§ Your objective
Could you reproduce every entry as it stands, leaving the pictures behind?

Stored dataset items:
★ ★ ★ ★ ★ ★ ★
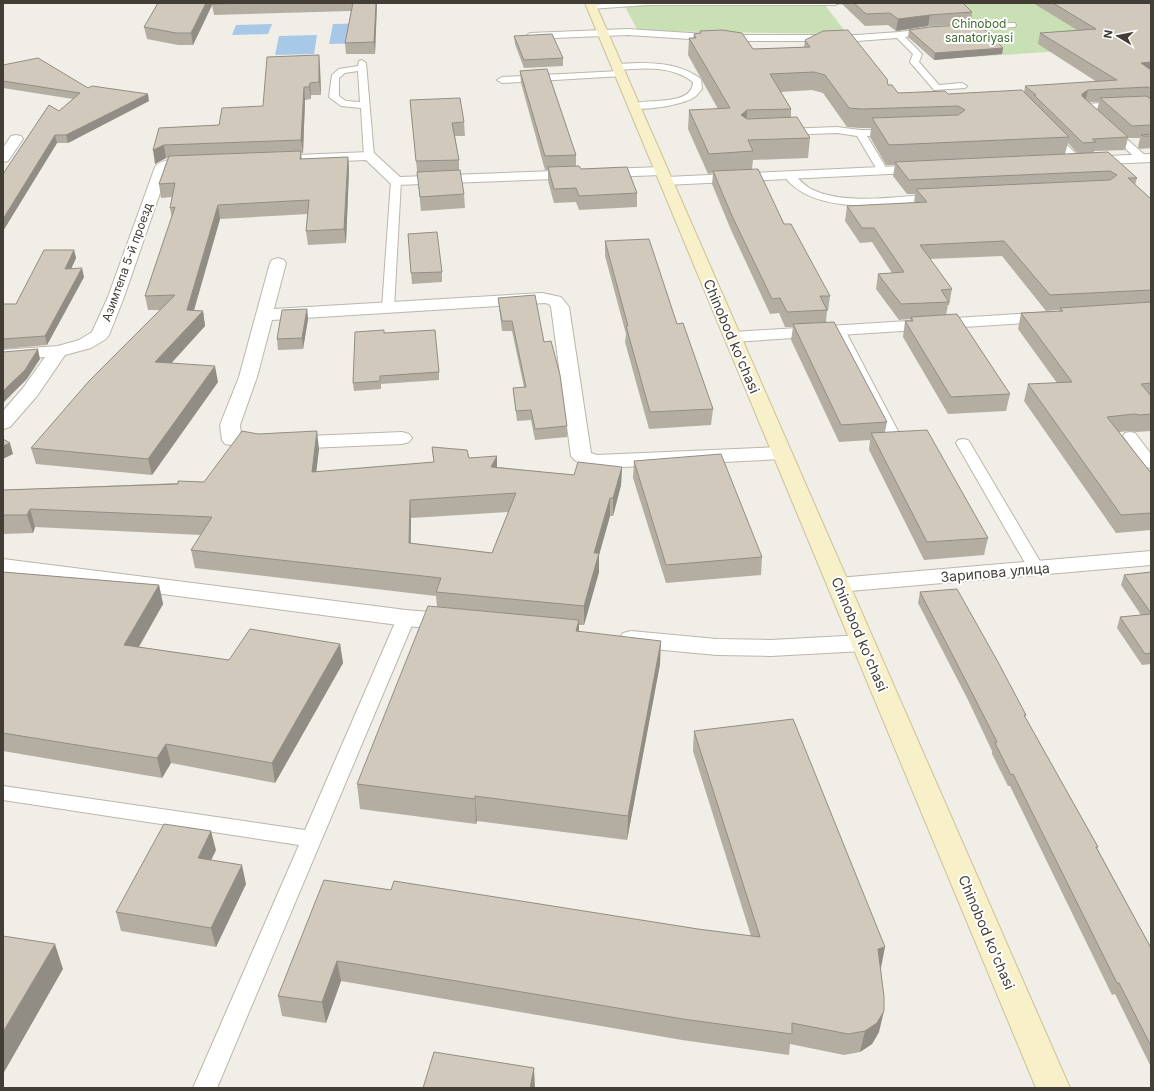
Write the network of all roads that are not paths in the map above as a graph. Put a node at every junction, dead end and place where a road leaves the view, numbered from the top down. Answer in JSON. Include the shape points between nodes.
{"nodes":[{"id":1,"x":647,"y":3,"type":"edge"},
{"id":2,"x":835,"y":3,"type":"edge"},
{"id":3,"x":590,"y":5,"type":"edge"},
{"id":4,"x":1012,"y":26,"type":"dead end"},
{"id":5,"x":935,"y":29,"type":"edge"},
{"id":6,"x":950,"y":29,"type":"edge"},
{"id":7,"x":603,"y":33,"type":"junction"},
{"id":8,"x":899,"y":35,"type":"junction"},
{"id":9,"x":529,"y":36,"type":"edge"},
{"id":10,"x":618,"y":70,"type":"junction"},
{"id":11,"x":502,"y":80,"type":"dead end"},
{"id":12,"x":962,"y":86,"type":"dead end"},
{"id":13,"x":1131,"y":93,"type":"edge"},
{"id":14,"x":365,"y":105,"type":"junction"},
{"id":15,"x":634,"y":106,"type":"junction"},
{"id":16,"x":1148,"y":106,"type":"edge"},
{"id":17,"x":1045,"y":128,"type":"edge"},
{"id":18,"x":900,"y":132,"type":"edge"},
{"id":19,"x":776,"y":133,"type":"edge"},
{"id":20,"x":860,"y":134,"type":"junction"},
{"id":21,"x":16,"y":139,"type":"dead end"},
{"id":22,"x":1125,"y":143,"type":"junction"},
{"id":23,"x":1138,"y":143,"type":"edge"},
{"id":24,"x":369,"y":156,"type":"junction"},
{"id":25,"x":3,"y":158,"type":"edge"},
{"id":26,"x":1147,"y":159,"type":"edge"},
{"id":27,"x":260,"y":160,"type":"edge"},
{"id":28,"x":213,"y":162,"type":"edge"},
{"id":29,"x":1062,"y":162,"type":"edge"},
{"id":30,"x":1078,"y":162,"type":"junction"},
{"id":31,"x":938,"y":168,"type":"edge"},
{"id":32,"x":883,"y":171,"type":"junction"},
{"id":33,"x":788,"y":175,"type":"junction"},
{"id":34,"x":664,"y":176,"type":"junction"},
{"id":35,"x":396,"y":181,"type":"junction"},
{"id":36,"x":948,"y":197,"type":"edge"},
{"id":37,"x":278,"y":263,"type":"dead end"},
{"id":38,"x":388,"y":308,"type":"junction"},
{"id":39,"x":265,"y":315,"type":"junction"},
{"id":40,"x":1065,"y":316,"type":"edge"},
{"id":41,"x":840,"y":330,"type":"junction"},
{"id":42,"x":733,"y":337,"type":"junction"},
{"id":43,"x":59,"y":351,"type":"junction"},
{"id":44,"x":3,"y":355,"type":"edge"},
{"id":45,"x":3,"y":423,"type":"edge"},
{"id":46,"x":893,"y":435,"type":"edge"},
{"id":47,"x":1130,"y":436,"type":"edge"},
{"id":48,"x":402,"y":438,"type":"dead end"},
{"id":49,"x":963,"y":443,"type":"dead end"},
{"id":50,"x":782,"y":453,"type":"junction"},
{"id":51,"x":1151,"y":464,"type":"edge"},
{"id":52,"x":1151,"y":558,"type":"edge"},
{"id":53,"x":3,"y":566,"type":"edge"},
{"id":54,"x":1036,"y":568,"type":"junction"},
{"id":55,"x":838,"y":586,"type":"junction"},
{"id":56,"x":406,"y":618,"type":"junction"},
{"id":57,"x":476,"y":624,"type":"edge"},
{"id":58,"x":609,"y":637,"type":"edge"},
{"id":59,"x":863,"y":643,"type":"junction"},
{"id":60,"x":3,"y":793,"type":"edge"},
{"id":61,"x":311,"y":839,"type":"junction"},
{"id":62,"x":205,"y":1088,"type":"edge"},
{"id":63,"x":1053,"y":1088,"type":"edge"}],
"edges":[{"from":1,"to":2,"type":"lane"},
{"from":1,"to":3,"type":"lane"},
{"from":3,"to":7,"type":"main road","name":"Chinobod ko'chasi"},
{"from":4,"to":6,"type":"lane"},
{"from":5,"to":8,"type":"lane"},
{"from":7,"to":8,"type":"lane","via":[[628,32],[721,38],[857,38]]},
{"from":7,"to":9,"type":"lane"},
{"from":7,"to":10,"type":"main road","name":"Chinobod ko'chasi"},
{"from":8,"to":12,"type":"lane","via":[[918,54],[914,62],[937,88]]},
{"from":10,"to":11,"type":"lane"},
{"from":10,"to":15,"type":"main road","name":"Chinobod ko'chasi"},
{"from":10,"to":15,"type":"lane","via":[[644,66],[669,69],[698,81],[697,91],[684,99]]},
{"from":13,"to":16,"type":"lane"},
{"from":14,"to":14,"type":"lane","via":[[362,65],[342,71],[335,77],[334,98],[344,104]]},
{"from":14,"to":24,"type":"lane"},
{"from":15,"to":34,"type":"main road","name":"Chinobod ko'chasi"},
{"from":16,"to":22,"type":"lane","via":[[1085,107]]},
{"from":17,"to":30,"type":"lane"},
{"from":18,"to":20,"type":"lane"},
{"from":19,"to":20,"type":"lane","via":[[837,130]]},
{"from":20,"to":32,"type":"lane"},
{"from":21,"to":25,"type":"street"},
{"from":22,"to":23,"type":"lane"},
{"from":22,"to":26,"type":"lane"},
{"from":24,"to":27,"type":"street"},
{"from":24,"to":35,"type":"street"},
{"from":26,"to":30,"type":"street"},
{"from":28,"to":43,"type":"street","name":"Азимтепа 5-й проезд","via":[[162,166],[116,298],[100,335],[85,344]]},
{"from":29,"to":30,"type":"street"},
{"from":31,"to":32,"type":"street"},
{"from":32,"to":33,"type":"street"},
{"from":33,"to":34,"type":"street"},
{"from":33,"to":36,"type":"lane","via":[[806,191],[828,199],[852,201]]},
{"from":34,"to":35,"type":"street"},
{"from":34,"to":42,"type":"main road","name":"Chinobod ko'chasi"},
{"from":35,"to":38,"type":"lane"},
{"from":37,"to":39,"type":"street"},
{"from":38,"to":39,"type":"street"},
{"from":38,"to":50,"type":"street","via":[[554,298],[558,302],[581,456],[592,461]]},
{"from":39,"to":48,"type":"street","via":[[248,377],[230,425],[232,440],[261,444]]},
{"from":40,"to":41,"type":"street"},
{"from":41,"to":42,"type":"street"},
{"from":41,"to":46,"type":"lane"},
{"from":42,"to":50,"type":"main road","name":"Chinobod ko'chasi"},
{"from":43,"to":44,"type":"street","name":"Азимтепа 5-й проезд"},
{"from":43,"to":45,"type":"street","via":[[30,392]]},
{"from":47,"to":51,"type":"lane"},
{"from":49,"to":54,"type":"lane"},
{"from":50,"to":55,"type":"main road","name":"Chinobod ko'chasi"},
{"from":52,"to":54,"type":"street","name":"Зарипова улица"},
{"from":53,"to":56,"type":"street"},
{"from":54,"to":55,"type":"street","name":"Зарипова улица"},
{"from":55,"to":59,"type":"main road","name":"Chinobod ko'chasi"},
{"from":56,"to":57,"type":"street"},
{"from":56,"to":61,"type":"lane"},
{"from":58,"to":59,"type":"street","via":[[717,647],[771,648]]},
{"from":59,"to":63,"type":"main road","name":"Chinobod ko'chasi"},
{"from":60,"to":61,"type":"lane"},
{"from":61,"to":62,"type":"lane"}]}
★ ★ ★ ★ ★ ★ ★
§ Exercise output
Write the network of all roads that are not paths in the map above as a graph. Put a node at every junction, dead end and place where a road leaves the view, numbered from the top down. Answer in JSON. Include the shape points between nodes.
{"nodes":[{"id":1,"x":647,"y":3,"type":"edge"},
{"id":2,"x":835,"y":3,"type":"edge"},
{"id":3,"x":590,"y":5,"type":"edge"},
{"id":4,"x":1012,"y":26,"type":"dead end"},
{"id":5,"x":935,"y":29,"type":"edge"},
{"id":6,"x":950,"y":29,"type":"edge"},
{"id":7,"x":603,"y":33,"type":"junction"},
{"id":8,"x":899,"y":35,"type":"junction"},
{"id":9,"x":529,"y":36,"type":"edge"},
{"id":10,"x":618,"y":70,"type":"junction"},
{"id":11,"x":502,"y":80,"type":"dead end"},
{"id":12,"x":962,"y":86,"type":"dead end"},
{"id":13,"x":1131,"y":93,"type":"edge"},
{"id":14,"x":365,"y":105,"type":"junction"},
{"id":15,"x":634,"y":106,"type":"junction"},
{"id":16,"x":1148,"y":106,"type":"edge"},
{"id":17,"x":1045,"y":128,"type":"edge"},
{"id":18,"x":900,"y":132,"type":"edge"},
{"id":19,"x":776,"y":133,"type":"edge"},
{"id":20,"x":860,"y":134,"type":"junction"},
{"id":21,"x":16,"y":139,"type":"dead end"},
{"id":22,"x":1125,"y":143,"type":"junction"},
{"id":23,"x":1138,"y":143,"type":"edge"},
{"id":24,"x":369,"y":156,"type":"junction"},
{"id":25,"x":3,"y":158,"type":"edge"},
{"id":26,"x":1147,"y":159,"type":"edge"},
{"id":27,"x":260,"y":160,"type":"edge"},
{"id":28,"x":213,"y":162,"type":"edge"},
{"id":29,"x":1062,"y":162,"type":"edge"},
{"id":30,"x":1078,"y":162,"type":"junction"},
{"id":31,"x":938,"y":168,"type":"edge"},
{"id":32,"x":883,"y":171,"type":"junction"},
{"id":33,"x":788,"y":175,"type":"junction"},
{"id":34,"x":664,"y":176,"type":"junction"},
{"id":35,"x":396,"y":181,"type":"junction"},
{"id":36,"x":948,"y":197,"type":"edge"},
{"id":37,"x":278,"y":263,"type":"dead end"},
{"id":38,"x":388,"y":308,"type":"junction"},
{"id":39,"x":265,"y":315,"type":"junction"},
{"id":40,"x":1065,"y":316,"type":"edge"},
{"id":41,"x":840,"y":330,"type":"junction"},
{"id":42,"x":733,"y":337,"type":"junction"},
{"id":43,"x":59,"y":351,"type":"junction"},
{"id":44,"x":3,"y":355,"type":"edge"},
{"id":45,"x":3,"y":423,"type":"edge"},
{"id":46,"x":893,"y":435,"type":"edge"},
{"id":47,"x":1130,"y":436,"type":"edge"},
{"id":48,"x":402,"y":438,"type":"dead end"},
{"id":49,"x":963,"y":443,"type":"dead end"},
{"id":50,"x":782,"y":453,"type":"junction"},
{"id":51,"x":1151,"y":464,"type":"edge"},
{"id":52,"x":1151,"y":558,"type":"edge"},
{"id":53,"x":3,"y":566,"type":"edge"},
{"id":54,"x":1036,"y":568,"type":"junction"},
{"id":55,"x":838,"y":586,"type":"junction"},
{"id":56,"x":406,"y":618,"type":"junction"},
{"id":57,"x":476,"y":624,"type":"edge"},
{"id":58,"x":609,"y":637,"type":"edge"},
{"id":59,"x":863,"y":643,"type":"junction"},
{"id":60,"x":3,"y":793,"type":"edge"},
{"id":61,"x":311,"y":839,"type":"junction"},
{"id":62,"x":205,"y":1088,"type":"edge"},
{"id":63,"x":1053,"y":1088,"type":"edge"}],
"edges":[{"from":1,"to":2,"type":"lane"},
{"from":1,"to":3,"type":"lane"},
{"from":3,"to":7,"type":"main road","name":"Chinobod ko'chasi"},
{"from":4,"to":6,"type":"lane"},
{"from":5,"to":8,"type":"lane"},
{"from":7,"to":8,"type":"lane","via":[[628,32],[721,38],[857,38]]},
{"from":7,"to":9,"type":"lane"},
{"from":7,"to":10,"type":"main road","name":"Chinobod ko'chasi"},
{"from":8,"to":12,"type":"lane","via":[[918,54],[914,62],[937,88]]},
{"from":10,"to":11,"type":"lane"},
{"from":10,"to":15,"type":"main road","name":"Chinobod ko'chasi"},
{"from":10,"to":15,"type":"lane","via":[[644,66],[669,69],[698,81],[697,91],[684,99]]},
{"from":13,"to":16,"type":"lane"},
{"from":14,"to":14,"type":"lane","via":[[362,65],[342,71],[335,77],[334,98],[344,104]]},
{"from":14,"to":24,"type":"lane"},
{"from":15,"to":34,"type":"main road","name":"Chinobod ko'chasi"},
{"from":16,"to":22,"type":"lane","via":[[1085,107]]},
{"from":17,"to":30,"type":"lane"},
{"from":18,"to":20,"type":"lane"},
{"from":19,"to":20,"type":"lane","via":[[837,130]]},
{"from":20,"to":32,"type":"lane"},
{"from":21,"to":25,"type":"street"},
{"from":22,"to":23,"type":"lane"},
{"from":22,"to":26,"type":"lane"},
{"from":24,"to":27,"type":"street"},
{"from":24,"to":35,"type":"street"},
{"from":26,"to":30,"type":"street"},
{"from":28,"to":43,"type":"street","name":"Азимтепа 5-й проезд","via":[[162,166],[116,298],[100,335],[85,344]]},
{"from":29,"to":30,"type":"street"},
{"from":31,"to":32,"type":"street"},
{"from":32,"to":33,"type":"street"},
{"from":33,"to":34,"type":"street"},
{"from":33,"to":36,"type":"lane","via":[[806,191],[828,199],[852,201]]},
{"from":34,"to":35,"type":"street"},
{"from":34,"to":42,"type":"main road","name":"Chinobod ko'chasi"},
{"from":35,"to":38,"type":"lane"},
{"from":37,"to":39,"type":"street"},
{"from":38,"to":39,"type":"street"},
{"from":38,"to":50,"type":"street","via":[[554,298],[558,302],[581,456],[592,461]]},
{"from":39,"to":48,"type":"street","via":[[248,377],[230,425],[232,440],[261,444]]},
{"from":40,"to":41,"type":"street"},
{"from":41,"to":42,"type":"street"},
{"from":41,"to":46,"type":"lane"},
{"from":42,"to":50,"type":"main road","name":"Chinobod ko'chasi"},
{"from":43,"to":44,"type":"street","name":"Азимтепа 5-й проезд"},
{"from":43,"to":45,"type":"street","via":[[30,392]]},
{"from":47,"to":51,"type":"lane"},
{"from":49,"to":54,"type":"lane"},
{"from":50,"to":55,"type":"main road","name":"Chinobod ko'chasi"},
{"from":52,"to":54,"type":"street","name":"Зарипова улица"},
{"from":53,"to":56,"type":"street"},
{"from":54,"to":55,"type":"street","name":"Зарипова улица"},
{"from":55,"to":59,"type":"main road","name":"Chinobod ko'chasi"},
{"from":56,"to":57,"type":"street"},
{"from":56,"to":61,"type":"lane"},
{"from":58,"to":59,"type":"street","via":[[717,647],[771,648]]},
{"from":59,"to":63,"type":"main road","name":"Chinobod ko'chasi"},
{"from":60,"to":61,"type":"lane"},
{"from":61,"to":62,"type":"lane"}]}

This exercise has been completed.